■ **Task item**: Which of the lines below include the word "あいあいロード"? Pull each one out.
== Exercise data ==
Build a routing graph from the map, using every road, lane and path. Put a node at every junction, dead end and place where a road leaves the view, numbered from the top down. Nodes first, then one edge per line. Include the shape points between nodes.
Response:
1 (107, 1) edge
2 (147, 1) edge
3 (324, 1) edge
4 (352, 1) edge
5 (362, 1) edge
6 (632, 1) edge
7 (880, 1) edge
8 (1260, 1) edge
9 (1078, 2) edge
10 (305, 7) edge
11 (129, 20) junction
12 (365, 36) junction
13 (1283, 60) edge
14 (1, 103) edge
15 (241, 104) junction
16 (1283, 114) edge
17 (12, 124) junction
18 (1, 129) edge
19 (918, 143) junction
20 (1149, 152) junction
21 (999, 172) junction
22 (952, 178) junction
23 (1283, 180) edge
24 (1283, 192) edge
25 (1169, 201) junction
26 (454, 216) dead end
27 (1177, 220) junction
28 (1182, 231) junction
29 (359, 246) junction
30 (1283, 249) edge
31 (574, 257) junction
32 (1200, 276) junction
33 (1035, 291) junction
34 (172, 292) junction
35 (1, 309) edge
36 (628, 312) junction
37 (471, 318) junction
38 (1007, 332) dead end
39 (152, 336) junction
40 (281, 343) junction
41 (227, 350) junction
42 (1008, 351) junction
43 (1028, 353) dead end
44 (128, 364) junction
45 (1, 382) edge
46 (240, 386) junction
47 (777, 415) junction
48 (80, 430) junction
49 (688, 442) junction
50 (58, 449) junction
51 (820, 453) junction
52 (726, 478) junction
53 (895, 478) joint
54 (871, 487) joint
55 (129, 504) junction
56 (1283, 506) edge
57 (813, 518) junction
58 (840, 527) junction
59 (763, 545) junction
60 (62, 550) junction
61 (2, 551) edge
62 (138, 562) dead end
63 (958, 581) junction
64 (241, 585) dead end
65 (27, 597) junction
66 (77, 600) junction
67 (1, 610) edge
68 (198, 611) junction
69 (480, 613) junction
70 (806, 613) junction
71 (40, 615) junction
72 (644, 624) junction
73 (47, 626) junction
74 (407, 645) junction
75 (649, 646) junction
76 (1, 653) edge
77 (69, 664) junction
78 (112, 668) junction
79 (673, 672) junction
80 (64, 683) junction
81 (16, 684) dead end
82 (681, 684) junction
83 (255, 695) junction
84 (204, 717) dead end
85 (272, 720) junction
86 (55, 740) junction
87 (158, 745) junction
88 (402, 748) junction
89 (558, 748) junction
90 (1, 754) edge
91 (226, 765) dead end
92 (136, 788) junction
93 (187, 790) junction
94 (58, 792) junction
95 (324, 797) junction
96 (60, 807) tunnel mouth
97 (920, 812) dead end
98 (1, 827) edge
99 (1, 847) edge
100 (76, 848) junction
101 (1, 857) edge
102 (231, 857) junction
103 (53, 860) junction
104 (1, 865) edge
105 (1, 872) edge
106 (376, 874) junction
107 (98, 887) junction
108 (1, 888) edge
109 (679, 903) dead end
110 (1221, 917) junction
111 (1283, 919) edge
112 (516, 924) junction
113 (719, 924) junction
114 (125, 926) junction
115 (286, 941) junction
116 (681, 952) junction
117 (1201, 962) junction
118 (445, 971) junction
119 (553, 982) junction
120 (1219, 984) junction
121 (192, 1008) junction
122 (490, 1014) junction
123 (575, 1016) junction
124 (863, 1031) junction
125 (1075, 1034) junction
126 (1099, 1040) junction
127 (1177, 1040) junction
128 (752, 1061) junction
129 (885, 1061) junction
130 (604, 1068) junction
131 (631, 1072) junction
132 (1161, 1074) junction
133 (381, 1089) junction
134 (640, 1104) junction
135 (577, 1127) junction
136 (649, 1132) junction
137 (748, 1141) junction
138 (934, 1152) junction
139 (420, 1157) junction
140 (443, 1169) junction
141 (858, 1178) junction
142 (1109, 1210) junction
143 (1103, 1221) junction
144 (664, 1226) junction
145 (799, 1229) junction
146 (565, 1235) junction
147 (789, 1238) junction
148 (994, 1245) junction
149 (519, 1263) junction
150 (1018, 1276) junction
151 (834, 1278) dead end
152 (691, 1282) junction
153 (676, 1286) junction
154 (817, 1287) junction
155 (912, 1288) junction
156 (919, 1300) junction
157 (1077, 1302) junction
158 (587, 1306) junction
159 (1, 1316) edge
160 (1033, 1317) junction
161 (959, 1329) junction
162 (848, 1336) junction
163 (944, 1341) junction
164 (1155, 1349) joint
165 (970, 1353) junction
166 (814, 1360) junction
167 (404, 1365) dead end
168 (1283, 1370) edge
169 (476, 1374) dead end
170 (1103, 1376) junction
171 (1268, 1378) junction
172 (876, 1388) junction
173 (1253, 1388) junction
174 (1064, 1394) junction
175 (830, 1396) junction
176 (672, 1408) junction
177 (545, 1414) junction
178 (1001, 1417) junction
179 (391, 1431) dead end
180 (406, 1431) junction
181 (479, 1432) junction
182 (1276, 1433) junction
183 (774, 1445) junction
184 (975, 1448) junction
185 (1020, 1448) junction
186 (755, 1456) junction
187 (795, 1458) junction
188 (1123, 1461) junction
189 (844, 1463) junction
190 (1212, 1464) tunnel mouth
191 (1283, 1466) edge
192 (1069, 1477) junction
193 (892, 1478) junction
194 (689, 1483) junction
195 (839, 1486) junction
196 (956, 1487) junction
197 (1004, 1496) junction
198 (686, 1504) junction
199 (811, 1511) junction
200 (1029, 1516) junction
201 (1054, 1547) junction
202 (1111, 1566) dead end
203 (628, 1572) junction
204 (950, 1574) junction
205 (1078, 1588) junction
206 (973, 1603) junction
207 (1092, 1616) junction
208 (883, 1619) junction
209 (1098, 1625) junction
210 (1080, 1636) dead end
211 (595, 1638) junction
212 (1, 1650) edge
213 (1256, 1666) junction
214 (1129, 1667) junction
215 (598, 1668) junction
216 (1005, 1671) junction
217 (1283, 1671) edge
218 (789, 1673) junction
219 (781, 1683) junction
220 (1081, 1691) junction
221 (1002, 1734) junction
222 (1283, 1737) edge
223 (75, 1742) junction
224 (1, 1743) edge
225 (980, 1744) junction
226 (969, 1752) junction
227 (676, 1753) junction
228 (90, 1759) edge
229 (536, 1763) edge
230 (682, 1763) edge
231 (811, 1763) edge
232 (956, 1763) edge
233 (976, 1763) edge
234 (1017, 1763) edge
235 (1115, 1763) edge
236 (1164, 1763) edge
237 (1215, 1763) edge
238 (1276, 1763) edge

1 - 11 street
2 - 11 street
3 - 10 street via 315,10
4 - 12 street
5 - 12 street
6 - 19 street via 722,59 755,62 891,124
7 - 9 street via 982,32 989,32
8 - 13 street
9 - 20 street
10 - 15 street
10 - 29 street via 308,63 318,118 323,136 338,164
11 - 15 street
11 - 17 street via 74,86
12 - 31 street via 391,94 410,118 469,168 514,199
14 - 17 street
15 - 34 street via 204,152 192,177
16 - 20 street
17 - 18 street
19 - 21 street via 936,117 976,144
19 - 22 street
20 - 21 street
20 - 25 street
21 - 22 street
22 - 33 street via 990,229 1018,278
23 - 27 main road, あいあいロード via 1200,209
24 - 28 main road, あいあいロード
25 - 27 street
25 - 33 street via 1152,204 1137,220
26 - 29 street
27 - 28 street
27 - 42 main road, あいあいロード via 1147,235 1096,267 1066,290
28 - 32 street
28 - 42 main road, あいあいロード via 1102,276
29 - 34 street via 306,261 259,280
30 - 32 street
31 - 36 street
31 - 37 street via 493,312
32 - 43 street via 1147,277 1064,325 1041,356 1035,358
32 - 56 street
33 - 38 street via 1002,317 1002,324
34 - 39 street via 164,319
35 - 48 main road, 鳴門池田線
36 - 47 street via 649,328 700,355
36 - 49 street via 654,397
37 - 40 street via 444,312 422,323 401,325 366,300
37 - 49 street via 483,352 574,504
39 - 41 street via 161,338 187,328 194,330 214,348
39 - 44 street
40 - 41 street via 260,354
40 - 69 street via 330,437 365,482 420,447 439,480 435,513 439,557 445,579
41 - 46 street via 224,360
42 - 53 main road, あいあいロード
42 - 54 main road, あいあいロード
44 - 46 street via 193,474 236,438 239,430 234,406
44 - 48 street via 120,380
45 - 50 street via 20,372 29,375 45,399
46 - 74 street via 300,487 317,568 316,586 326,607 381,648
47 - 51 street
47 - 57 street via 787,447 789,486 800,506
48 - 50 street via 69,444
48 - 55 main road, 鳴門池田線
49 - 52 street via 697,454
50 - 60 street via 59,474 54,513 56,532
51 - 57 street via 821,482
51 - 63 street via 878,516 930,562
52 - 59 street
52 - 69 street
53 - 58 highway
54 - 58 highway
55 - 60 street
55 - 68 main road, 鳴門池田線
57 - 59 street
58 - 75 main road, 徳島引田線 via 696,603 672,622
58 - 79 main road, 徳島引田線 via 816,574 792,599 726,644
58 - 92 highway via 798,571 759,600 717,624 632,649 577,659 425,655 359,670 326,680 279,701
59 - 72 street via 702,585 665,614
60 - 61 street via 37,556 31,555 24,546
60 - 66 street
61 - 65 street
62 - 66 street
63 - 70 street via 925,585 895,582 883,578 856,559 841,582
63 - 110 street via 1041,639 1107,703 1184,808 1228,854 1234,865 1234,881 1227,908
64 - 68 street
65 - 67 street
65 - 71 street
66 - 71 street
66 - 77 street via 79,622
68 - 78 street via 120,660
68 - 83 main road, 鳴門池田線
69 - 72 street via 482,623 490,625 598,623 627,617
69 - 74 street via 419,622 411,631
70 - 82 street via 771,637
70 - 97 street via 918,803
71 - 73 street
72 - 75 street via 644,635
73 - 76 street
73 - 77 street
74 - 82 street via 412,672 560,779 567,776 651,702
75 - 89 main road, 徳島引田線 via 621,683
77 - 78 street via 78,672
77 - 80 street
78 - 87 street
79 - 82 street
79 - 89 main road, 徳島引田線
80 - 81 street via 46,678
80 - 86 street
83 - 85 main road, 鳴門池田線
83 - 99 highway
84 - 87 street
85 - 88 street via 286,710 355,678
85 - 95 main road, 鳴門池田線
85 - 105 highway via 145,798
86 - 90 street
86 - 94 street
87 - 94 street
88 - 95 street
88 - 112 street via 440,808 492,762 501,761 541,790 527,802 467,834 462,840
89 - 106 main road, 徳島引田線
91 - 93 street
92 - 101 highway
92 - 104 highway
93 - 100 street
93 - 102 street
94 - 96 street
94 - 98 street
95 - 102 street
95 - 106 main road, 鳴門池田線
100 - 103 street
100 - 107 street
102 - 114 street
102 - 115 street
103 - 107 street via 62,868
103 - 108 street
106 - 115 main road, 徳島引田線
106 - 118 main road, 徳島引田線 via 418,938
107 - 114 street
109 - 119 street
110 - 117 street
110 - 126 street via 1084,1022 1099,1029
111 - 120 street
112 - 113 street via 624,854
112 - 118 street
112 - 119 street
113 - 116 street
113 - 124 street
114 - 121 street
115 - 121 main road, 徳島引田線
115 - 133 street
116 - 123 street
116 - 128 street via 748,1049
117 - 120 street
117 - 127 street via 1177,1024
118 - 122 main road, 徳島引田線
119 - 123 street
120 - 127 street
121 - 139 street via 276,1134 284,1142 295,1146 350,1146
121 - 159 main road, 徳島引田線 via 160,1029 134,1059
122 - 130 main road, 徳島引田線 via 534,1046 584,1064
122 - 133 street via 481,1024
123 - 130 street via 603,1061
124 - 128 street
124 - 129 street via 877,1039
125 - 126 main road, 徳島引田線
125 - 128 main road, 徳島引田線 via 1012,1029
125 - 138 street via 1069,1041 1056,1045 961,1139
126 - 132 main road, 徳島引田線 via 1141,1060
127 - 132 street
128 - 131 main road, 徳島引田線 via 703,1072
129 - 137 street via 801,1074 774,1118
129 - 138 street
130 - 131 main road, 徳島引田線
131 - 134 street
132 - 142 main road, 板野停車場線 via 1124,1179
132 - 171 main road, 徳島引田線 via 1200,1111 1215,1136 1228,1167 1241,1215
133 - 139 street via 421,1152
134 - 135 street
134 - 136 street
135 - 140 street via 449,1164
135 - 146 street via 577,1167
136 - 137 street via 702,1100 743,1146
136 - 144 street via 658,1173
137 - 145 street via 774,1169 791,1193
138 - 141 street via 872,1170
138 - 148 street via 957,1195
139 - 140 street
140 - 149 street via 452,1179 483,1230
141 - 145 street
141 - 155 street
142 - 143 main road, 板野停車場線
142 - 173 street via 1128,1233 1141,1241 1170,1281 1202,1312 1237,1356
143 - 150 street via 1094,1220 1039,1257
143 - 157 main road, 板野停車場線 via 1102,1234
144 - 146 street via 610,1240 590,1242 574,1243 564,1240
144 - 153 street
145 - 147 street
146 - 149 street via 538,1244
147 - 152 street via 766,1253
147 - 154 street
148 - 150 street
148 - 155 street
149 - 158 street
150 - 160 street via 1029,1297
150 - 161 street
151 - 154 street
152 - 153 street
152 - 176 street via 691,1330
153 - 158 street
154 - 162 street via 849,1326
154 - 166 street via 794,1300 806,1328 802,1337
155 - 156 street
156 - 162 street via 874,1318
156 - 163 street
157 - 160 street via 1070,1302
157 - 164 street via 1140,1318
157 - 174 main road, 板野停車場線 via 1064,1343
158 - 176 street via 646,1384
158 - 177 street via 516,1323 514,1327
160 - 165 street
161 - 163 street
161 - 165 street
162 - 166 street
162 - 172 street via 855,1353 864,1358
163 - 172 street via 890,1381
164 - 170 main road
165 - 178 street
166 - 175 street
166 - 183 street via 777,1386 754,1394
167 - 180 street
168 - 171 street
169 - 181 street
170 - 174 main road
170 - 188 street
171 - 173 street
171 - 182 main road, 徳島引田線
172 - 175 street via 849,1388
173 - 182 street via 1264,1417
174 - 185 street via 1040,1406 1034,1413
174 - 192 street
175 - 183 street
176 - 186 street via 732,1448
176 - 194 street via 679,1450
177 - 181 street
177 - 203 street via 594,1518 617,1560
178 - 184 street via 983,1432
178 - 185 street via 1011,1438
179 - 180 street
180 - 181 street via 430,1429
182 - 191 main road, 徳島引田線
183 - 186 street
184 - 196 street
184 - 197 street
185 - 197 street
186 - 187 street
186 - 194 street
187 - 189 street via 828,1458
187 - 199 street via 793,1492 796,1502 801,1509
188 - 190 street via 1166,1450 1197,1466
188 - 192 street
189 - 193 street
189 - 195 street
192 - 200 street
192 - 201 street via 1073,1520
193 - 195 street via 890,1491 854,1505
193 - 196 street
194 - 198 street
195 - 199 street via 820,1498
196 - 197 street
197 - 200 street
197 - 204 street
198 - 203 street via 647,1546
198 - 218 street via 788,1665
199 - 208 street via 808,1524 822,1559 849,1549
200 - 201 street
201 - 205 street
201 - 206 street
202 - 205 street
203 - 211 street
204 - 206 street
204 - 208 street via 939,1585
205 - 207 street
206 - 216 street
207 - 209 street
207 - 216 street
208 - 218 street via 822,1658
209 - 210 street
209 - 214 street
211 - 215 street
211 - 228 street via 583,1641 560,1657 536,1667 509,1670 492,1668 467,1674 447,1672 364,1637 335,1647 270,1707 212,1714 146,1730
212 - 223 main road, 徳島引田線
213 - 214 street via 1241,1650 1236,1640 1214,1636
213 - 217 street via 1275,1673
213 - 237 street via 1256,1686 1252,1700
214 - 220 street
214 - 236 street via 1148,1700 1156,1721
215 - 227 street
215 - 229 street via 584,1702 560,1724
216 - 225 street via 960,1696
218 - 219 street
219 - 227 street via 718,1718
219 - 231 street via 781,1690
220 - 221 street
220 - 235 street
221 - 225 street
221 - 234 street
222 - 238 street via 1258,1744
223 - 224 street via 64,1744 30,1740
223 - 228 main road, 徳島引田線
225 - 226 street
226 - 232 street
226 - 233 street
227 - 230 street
===
■ **Answer**:
23 - 27 main road, あいあいロード via 1200,209
24 - 28 main road, あいあいロード
27 - 42 main road, あいあいロード via 1147,235 1096,267 1066,290
28 - 42 main road, あいあいロード via 1102,276
42 - 53 main road, あいあいロード
42 - 54 main road, あいあいロード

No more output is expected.